[Work to be completed]: For each record below, set it down exactly but leave out any picture.

^^^^

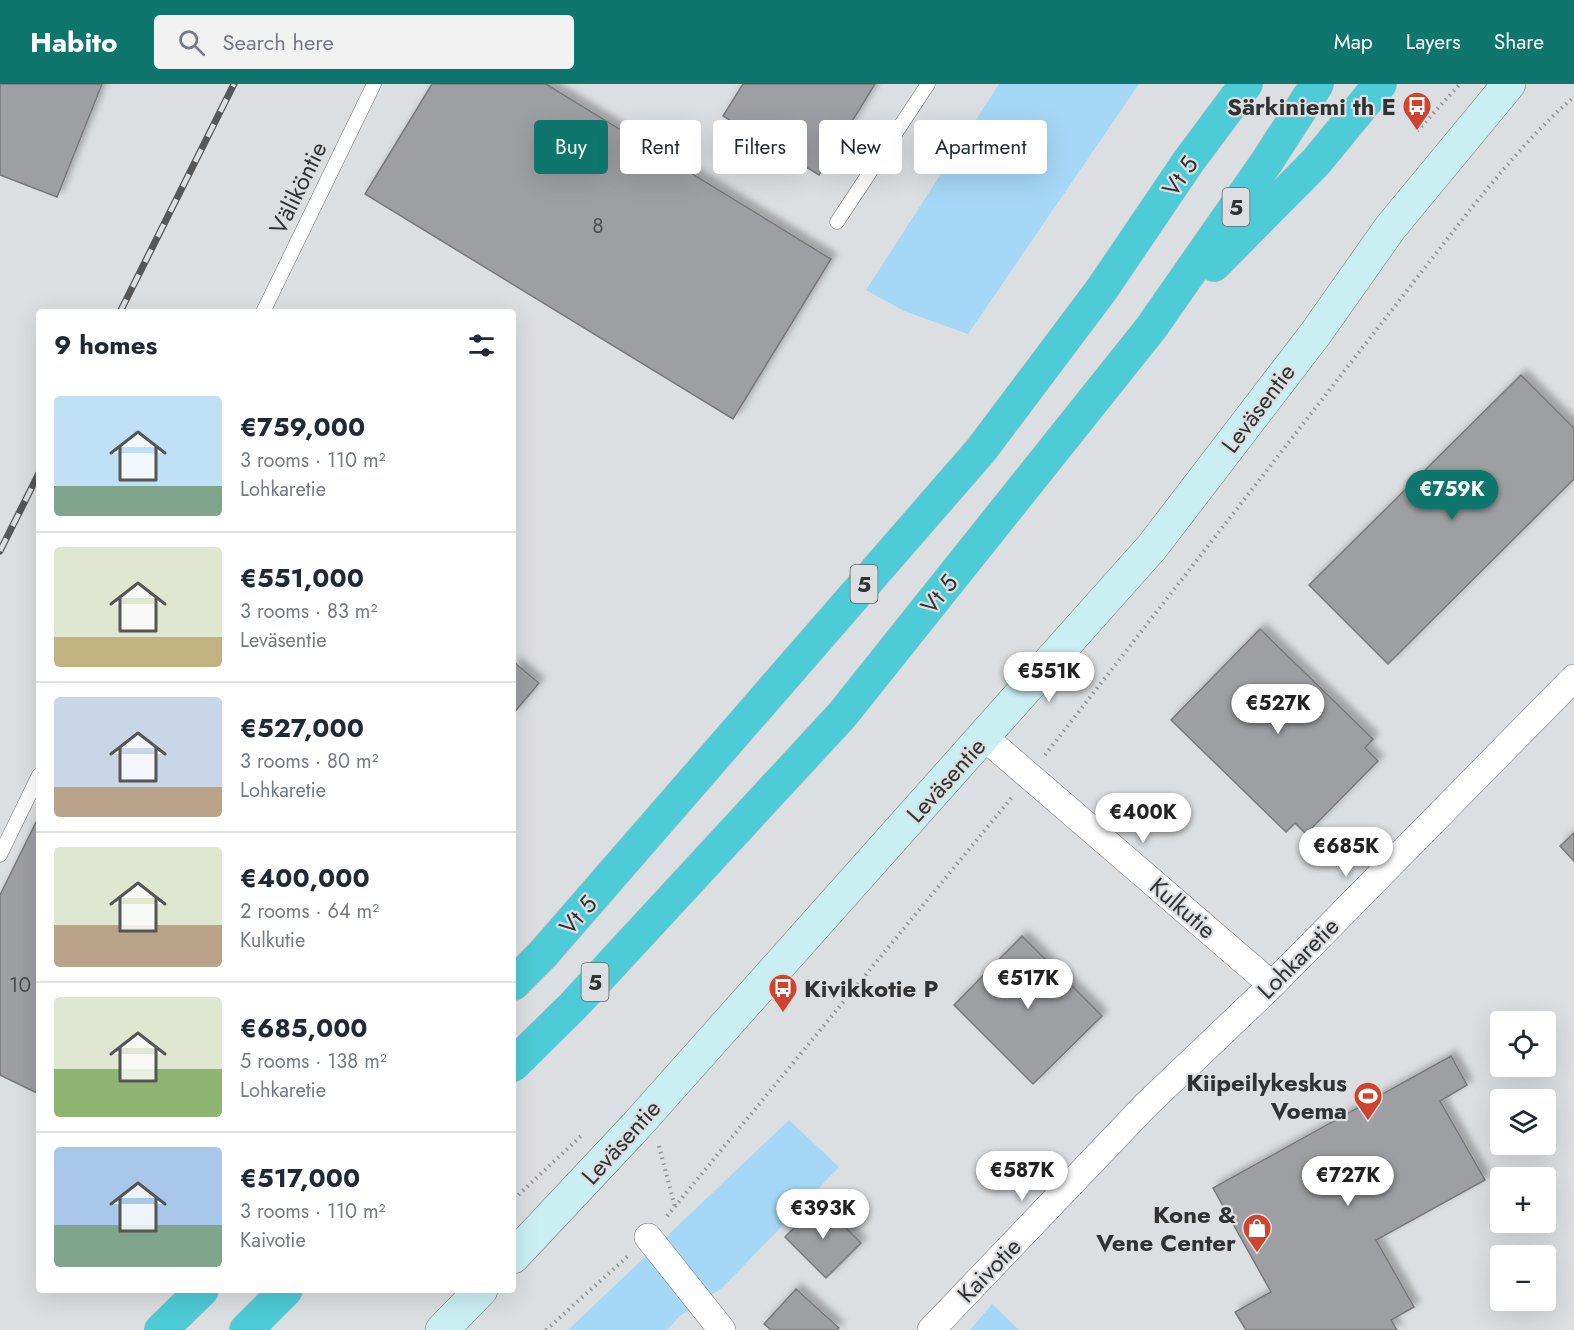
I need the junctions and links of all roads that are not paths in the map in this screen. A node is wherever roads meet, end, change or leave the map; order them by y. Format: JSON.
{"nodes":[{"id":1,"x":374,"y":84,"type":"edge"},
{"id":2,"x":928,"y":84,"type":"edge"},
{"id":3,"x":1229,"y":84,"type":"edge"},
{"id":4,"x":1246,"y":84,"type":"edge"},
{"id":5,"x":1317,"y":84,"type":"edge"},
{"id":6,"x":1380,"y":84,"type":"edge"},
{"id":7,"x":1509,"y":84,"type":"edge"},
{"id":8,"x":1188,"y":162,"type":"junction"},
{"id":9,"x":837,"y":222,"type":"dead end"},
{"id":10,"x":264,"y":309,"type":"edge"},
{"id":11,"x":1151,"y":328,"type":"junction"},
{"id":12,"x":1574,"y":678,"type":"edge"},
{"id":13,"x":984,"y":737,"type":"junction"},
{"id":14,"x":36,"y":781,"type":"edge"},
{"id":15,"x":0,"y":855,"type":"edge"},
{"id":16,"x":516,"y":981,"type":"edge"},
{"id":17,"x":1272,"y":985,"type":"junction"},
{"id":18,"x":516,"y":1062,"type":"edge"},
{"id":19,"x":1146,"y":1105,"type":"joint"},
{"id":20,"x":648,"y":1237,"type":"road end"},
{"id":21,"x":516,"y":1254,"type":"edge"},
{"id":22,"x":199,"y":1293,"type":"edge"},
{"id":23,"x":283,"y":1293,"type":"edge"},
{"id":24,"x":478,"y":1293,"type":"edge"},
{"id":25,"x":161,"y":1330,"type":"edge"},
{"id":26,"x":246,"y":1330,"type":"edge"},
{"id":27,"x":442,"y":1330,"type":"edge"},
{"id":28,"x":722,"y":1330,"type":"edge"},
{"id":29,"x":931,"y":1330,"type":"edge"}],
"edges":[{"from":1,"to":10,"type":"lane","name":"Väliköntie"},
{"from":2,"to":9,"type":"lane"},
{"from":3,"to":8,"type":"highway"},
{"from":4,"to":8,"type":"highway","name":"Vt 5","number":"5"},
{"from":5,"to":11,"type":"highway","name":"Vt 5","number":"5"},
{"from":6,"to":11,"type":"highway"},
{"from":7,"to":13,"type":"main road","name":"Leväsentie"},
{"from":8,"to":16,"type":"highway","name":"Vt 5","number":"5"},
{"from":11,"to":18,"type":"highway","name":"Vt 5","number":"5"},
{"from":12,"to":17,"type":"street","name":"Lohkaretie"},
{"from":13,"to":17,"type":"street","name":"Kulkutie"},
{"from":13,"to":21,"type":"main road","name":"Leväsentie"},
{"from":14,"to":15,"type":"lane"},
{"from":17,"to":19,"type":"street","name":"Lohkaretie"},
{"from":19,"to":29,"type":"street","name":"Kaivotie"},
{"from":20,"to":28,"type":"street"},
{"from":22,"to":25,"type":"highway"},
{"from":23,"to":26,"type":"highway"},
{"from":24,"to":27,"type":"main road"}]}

^^^^

[Exercise answer]:
I need the junctions and links of all roads that are not paths in the map in this screen. A node is wherever roads meet, end, change or leave the map; order them by y. Format: JSON.
{"nodes":[{"id":1,"x":374,"y":84,"type":"edge"},
{"id":2,"x":928,"y":84,"type":"edge"},
{"id":3,"x":1229,"y":84,"type":"edge"},
{"id":4,"x":1246,"y":84,"type":"edge"},
{"id":5,"x":1317,"y":84,"type":"edge"},
{"id":6,"x":1380,"y":84,"type":"edge"},
{"id":7,"x":1509,"y":84,"type":"edge"},
{"id":8,"x":1188,"y":162,"type":"junction"},
{"id":9,"x":837,"y":222,"type":"dead end"},
{"id":10,"x":264,"y":309,"type":"edge"},
{"id":11,"x":1151,"y":328,"type":"junction"},
{"id":12,"x":1574,"y":678,"type":"edge"},
{"id":13,"x":984,"y":737,"type":"junction"},
{"id":14,"x":36,"y":781,"type":"edge"},
{"id":15,"x":0,"y":855,"type":"edge"},
{"id":16,"x":516,"y":981,"type":"edge"},
{"id":17,"x":1272,"y":985,"type":"junction"},
{"id":18,"x":516,"y":1062,"type":"edge"},
{"id":19,"x":1146,"y":1105,"type":"joint"},
{"id":20,"x":648,"y":1237,"type":"road end"},
{"id":21,"x":516,"y":1254,"type":"edge"},
{"id":22,"x":199,"y":1293,"type":"edge"},
{"id":23,"x":283,"y":1293,"type":"edge"},
{"id":24,"x":478,"y":1293,"type":"edge"},
{"id":25,"x":161,"y":1330,"type":"edge"},
{"id":26,"x":246,"y":1330,"type":"edge"},
{"id":27,"x":442,"y":1330,"type":"edge"},
{"id":28,"x":722,"y":1330,"type":"edge"},
{"id":29,"x":931,"y":1330,"type":"edge"}],
"edges":[{"from":1,"to":10,"type":"lane","name":"Väliköntie"},
{"from":2,"to":9,"type":"lane"},
{"from":3,"to":8,"type":"highway"},
{"from":4,"to":8,"type":"highway","name":"Vt 5","number":"5"},
{"from":5,"to":11,"type":"highway","name":"Vt 5","number":"5"},
{"from":6,"to":11,"type":"highway"},
{"from":7,"to":13,"type":"main road","name":"Leväsentie"},
{"from":8,"to":16,"type":"highway","name":"Vt 5","number":"5"},
{"from":11,"to":18,"type":"highway","name":"Vt 5","number":"5"},
{"from":12,"to":17,"type":"street","name":"Lohkaretie"},
{"from":13,"to":17,"type":"street","name":"Kulkutie"},
{"from":13,"to":21,"type":"main road","name":"Leväsentie"},
{"from":14,"to":15,"type":"lane"},
{"from":17,"to":19,"type":"street","name":"Lohkaretie"},
{"from":19,"to":29,"type":"street","name":"Kaivotie"},
{"from":20,"to":28,"type":"street"},
{"from":22,"to":25,"type":"highway"},
{"from":23,"to":26,"type":"highway"},
{"from":24,"to":27,"type":"main road"}]}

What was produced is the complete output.